Friend Brenda was the most astute and efficient shopper. She quickly espied a garden cart for toting roses around her garden, made a snap bid which was quickly accepted, and pondered the transport of it in her van.
Bartje Miller in her 9th decade no longer essays long freeway trips to Orange County, but she wanted to reaffirm a four decade relationship with Laurie and her mother, Dorothy Cralle. Bartje had also discovered a sport of ‘Sunny Side Up,’ a bright yellow facsimile with only slight fading with age. The sport, called ‘The Flying Dutchman’ and intended to be registered and reproduced, became legendary instead.
Kim Rupert, a fellow hybridizer and plantsman, surveyed the remaining stock, selecting some for his own breeding program, as well as others for special friends. He chatted with Ms. Chaffin about the vagaries of maintaining accurate breeding records in the face of competing claims like life, death, and taxes, not to mention distractions that commonly appear ranging from fading tags to tricky memories. She provided a couple of potential seedling breeders, one a very double dark pink rose and the other a cross of ‘Rainbow’s End’ x ‘Angel Face’ which produced brown blooms. The dissemination of seedling stock was not a high priority in the execution of the closing, but occurred nevertheless in the doing of it. Soon he ran into a granddaughter of the famous breeder, Dr. Frank Skinner, and was off selling roses as if the product were his own. This occurred more than once as the opportunity of fitting roses to the person and locale utilized his special talents and knowledge.
While everyone in our entourage followed his or her own goals, the roses accumulated on the cart set aside for our purchases, and the groups formed and reformed. Lunchtime elapsed without any stampede toward a restaurant, but with not a hunger pang between us. But at some point we realized that the time to go home without coping with peak traffic times had arrived. For those who valued the existence of an irenic oasis in the middle of urban Orange County, for the romantics who remembered the couple crying and hugging after an old fashioned on the knee proposal, for those who admired a discerning and intelligent taste in selecting roses for purchase, there would be no idyll after the last business day in September.

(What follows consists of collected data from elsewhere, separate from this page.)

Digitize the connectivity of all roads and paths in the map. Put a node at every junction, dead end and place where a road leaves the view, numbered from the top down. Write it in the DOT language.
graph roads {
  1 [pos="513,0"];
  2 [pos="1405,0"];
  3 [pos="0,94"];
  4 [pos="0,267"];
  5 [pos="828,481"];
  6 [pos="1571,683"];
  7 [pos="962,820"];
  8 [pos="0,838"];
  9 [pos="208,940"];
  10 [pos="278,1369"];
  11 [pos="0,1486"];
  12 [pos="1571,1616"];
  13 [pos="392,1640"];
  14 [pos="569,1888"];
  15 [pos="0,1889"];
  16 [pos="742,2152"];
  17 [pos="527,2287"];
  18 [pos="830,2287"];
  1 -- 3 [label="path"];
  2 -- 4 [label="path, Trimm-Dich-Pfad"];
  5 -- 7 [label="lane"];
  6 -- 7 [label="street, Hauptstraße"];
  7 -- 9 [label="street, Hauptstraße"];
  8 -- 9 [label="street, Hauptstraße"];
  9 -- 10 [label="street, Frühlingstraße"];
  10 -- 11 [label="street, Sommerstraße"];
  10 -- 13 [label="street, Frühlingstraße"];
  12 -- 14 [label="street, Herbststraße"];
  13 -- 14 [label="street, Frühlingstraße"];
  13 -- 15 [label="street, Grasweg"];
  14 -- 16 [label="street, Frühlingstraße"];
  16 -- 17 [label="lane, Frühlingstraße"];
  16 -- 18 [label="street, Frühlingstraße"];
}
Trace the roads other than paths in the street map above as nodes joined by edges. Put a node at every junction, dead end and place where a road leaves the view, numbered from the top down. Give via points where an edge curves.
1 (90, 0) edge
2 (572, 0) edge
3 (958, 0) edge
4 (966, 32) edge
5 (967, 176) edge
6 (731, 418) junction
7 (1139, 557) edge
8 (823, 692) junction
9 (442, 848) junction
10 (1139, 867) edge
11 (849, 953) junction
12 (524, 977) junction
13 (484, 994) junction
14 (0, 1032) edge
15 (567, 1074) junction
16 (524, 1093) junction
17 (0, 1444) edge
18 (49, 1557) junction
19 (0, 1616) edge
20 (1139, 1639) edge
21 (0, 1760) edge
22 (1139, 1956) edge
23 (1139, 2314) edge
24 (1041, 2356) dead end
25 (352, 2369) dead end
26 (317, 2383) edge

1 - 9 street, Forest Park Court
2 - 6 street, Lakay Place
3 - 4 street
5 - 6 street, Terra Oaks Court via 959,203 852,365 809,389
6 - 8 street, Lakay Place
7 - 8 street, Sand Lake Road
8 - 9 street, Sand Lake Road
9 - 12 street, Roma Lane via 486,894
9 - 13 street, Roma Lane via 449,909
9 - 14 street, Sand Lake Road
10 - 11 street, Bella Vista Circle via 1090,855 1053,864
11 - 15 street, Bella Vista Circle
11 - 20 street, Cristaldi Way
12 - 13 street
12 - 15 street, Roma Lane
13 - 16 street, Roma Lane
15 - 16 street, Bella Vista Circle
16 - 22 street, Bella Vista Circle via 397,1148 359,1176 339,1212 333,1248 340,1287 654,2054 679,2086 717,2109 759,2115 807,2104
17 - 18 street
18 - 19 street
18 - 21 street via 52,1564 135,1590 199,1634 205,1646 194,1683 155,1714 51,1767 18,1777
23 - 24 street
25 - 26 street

One saving grace: After the closing of the nursery, arrangements were made for the roses exclusive to Pixie Treasures to be transported to the Uncommon Rose (www.uncommonrose.com); they would not be lost to commerce. Disoriented customers could find another place to patronize, albeit exclusively on the Internet. This represented a second ‘save’ for The Uncommon Rose, as they had already picked up some exclusive roses from Justice Miniatures when it closed. The closure would be mitigated by the maintenance of access to some special roses. The duty to the past—honoring and cherishing an aging parent--would be served by the closing of Pixie Treasures; the duty to the present—preservation of interesting and unique roses in commerce—would be borne by the future of rose sales through the Internet.